Tons of debris built up at the entrance to the Cheyenne Mountain Air Force Station following heavy rainfall and a resulting rock slide in September 2013. The 4th Infantry Division, with support by the 615th Engineer Company, 52nd Engineer Battalion, of Fort Carson cleared away the debris from the rockslide and uprooted trees. The storm and resulting debris did not limit the Air Force Station's operations, according to the 721st Mission Support Group's commander Col Travis Harsha, who became commander on 11 July 2013 for the now retired Col Joseph Turk.

On 5 September 2013, Cheyenne Mountain Air Force Station hosted an event with Federal Bureau of Investigation (FBI), local sheriffs and police chiefs, Army security forces, and Air Force security across several military installations about partnering for law enforcement and emergency management events, like terrorist threats, criminal activity, and forest fires.

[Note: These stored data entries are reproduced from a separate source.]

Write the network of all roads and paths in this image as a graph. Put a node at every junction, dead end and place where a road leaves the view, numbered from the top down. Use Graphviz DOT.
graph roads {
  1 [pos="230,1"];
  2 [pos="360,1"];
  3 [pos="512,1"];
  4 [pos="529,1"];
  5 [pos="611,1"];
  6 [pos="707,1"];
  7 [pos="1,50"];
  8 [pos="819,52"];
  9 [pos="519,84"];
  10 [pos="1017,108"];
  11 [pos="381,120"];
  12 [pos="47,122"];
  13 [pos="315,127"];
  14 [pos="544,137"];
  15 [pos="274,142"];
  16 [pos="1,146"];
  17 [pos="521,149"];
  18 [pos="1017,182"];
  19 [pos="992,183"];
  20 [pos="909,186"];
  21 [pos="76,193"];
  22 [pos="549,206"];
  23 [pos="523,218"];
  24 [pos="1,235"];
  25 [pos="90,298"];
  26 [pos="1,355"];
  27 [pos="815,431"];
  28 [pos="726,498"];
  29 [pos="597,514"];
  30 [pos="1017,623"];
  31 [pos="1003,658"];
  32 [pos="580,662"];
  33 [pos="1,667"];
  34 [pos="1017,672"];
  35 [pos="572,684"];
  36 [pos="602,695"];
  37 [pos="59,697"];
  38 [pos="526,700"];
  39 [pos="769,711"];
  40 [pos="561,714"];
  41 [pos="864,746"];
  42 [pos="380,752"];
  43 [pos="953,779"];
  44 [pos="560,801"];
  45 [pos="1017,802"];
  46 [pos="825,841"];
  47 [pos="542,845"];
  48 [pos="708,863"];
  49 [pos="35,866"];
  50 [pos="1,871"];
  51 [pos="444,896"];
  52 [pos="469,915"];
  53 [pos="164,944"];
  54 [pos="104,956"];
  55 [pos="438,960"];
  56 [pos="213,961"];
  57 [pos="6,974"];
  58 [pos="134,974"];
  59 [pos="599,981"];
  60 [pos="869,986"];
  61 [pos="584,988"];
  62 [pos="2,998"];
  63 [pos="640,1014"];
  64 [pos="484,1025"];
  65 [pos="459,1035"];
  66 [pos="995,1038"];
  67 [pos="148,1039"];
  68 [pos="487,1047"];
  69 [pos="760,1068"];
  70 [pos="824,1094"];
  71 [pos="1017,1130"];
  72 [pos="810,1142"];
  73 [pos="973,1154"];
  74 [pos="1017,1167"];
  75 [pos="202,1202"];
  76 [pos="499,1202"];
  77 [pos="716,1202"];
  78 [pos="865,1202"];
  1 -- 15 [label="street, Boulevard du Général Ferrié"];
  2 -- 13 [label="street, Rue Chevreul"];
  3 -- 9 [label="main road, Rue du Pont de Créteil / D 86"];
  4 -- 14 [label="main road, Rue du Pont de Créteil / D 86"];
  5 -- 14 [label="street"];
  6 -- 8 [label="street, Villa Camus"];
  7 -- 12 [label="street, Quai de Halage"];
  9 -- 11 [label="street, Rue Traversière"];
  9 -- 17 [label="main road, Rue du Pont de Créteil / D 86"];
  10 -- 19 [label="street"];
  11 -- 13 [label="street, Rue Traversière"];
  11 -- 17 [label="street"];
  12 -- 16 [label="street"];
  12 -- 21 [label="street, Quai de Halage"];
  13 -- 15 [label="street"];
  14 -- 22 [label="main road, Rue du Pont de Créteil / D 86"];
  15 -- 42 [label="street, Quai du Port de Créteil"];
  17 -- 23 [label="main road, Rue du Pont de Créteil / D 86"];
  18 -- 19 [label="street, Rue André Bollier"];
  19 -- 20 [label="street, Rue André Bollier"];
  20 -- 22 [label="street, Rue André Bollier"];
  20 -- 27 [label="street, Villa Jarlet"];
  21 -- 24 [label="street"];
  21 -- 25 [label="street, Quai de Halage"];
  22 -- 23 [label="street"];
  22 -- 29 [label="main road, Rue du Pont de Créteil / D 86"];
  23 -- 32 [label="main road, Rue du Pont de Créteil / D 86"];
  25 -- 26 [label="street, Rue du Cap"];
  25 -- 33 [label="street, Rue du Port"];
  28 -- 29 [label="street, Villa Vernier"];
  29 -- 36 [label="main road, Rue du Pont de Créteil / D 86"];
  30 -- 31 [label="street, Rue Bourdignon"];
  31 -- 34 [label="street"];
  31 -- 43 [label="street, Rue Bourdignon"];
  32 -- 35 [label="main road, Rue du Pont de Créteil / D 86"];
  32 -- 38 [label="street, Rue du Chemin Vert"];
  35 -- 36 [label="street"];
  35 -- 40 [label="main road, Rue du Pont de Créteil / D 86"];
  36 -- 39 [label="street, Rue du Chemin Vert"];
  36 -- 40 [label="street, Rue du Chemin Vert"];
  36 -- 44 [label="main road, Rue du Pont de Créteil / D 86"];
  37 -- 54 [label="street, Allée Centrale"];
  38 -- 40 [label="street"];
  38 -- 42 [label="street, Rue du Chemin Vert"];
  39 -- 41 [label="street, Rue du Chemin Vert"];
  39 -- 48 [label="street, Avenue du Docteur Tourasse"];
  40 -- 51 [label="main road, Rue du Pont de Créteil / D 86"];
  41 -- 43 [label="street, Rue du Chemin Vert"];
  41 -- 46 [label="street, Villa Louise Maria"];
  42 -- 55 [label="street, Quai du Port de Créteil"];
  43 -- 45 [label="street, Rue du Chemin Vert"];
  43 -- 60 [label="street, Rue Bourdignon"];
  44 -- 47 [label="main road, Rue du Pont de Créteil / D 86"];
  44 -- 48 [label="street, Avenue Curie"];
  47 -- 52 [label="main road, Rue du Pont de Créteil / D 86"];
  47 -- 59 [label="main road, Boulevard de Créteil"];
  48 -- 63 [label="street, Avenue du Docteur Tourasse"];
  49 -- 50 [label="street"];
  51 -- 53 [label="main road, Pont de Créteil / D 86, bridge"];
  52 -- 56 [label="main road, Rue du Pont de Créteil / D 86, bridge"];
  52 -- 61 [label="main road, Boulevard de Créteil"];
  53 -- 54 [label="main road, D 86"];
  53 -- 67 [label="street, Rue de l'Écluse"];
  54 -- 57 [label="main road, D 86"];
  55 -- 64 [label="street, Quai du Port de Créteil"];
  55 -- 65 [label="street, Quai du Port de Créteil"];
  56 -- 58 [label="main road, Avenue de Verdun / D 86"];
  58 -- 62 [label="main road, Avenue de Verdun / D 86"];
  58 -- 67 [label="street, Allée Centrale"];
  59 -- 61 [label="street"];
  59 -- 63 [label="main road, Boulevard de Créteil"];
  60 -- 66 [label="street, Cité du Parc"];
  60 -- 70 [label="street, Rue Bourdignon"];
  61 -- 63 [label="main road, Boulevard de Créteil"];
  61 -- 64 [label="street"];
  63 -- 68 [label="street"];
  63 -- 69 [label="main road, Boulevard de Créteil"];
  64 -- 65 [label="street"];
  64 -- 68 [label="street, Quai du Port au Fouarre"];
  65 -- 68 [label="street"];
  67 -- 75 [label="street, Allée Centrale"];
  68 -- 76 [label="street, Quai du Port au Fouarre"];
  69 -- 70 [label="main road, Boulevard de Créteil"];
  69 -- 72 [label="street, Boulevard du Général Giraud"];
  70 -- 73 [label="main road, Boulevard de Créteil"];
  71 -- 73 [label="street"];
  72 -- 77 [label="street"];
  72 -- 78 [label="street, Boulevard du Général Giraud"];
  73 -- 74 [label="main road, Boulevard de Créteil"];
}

Partnering with law enforcement and the community helps to "foster information sharing and maximize joint training opportunities", according to Col Travis Harsha, the CMAFS installation commander and 721st Mission Support Group Commander.

On 20 December 2019, Air Force Space Command was redesignated as the U.S. Space Force and elevated to become an independent military branch.

On 26 July 2021, the installation was renamed Cheyenne Mountain Space Force Station.

== Cheyenne Mountain ==

The facility is adjacent to the Cheyenne Mountain State Park. A telecommunication antenna farm is located on the highest point and Pike National Forest is on the west side of the mountain. The mountain is also the site of the Cheyenne Mountain Zoo and Will Rogers Shrine of the Sun.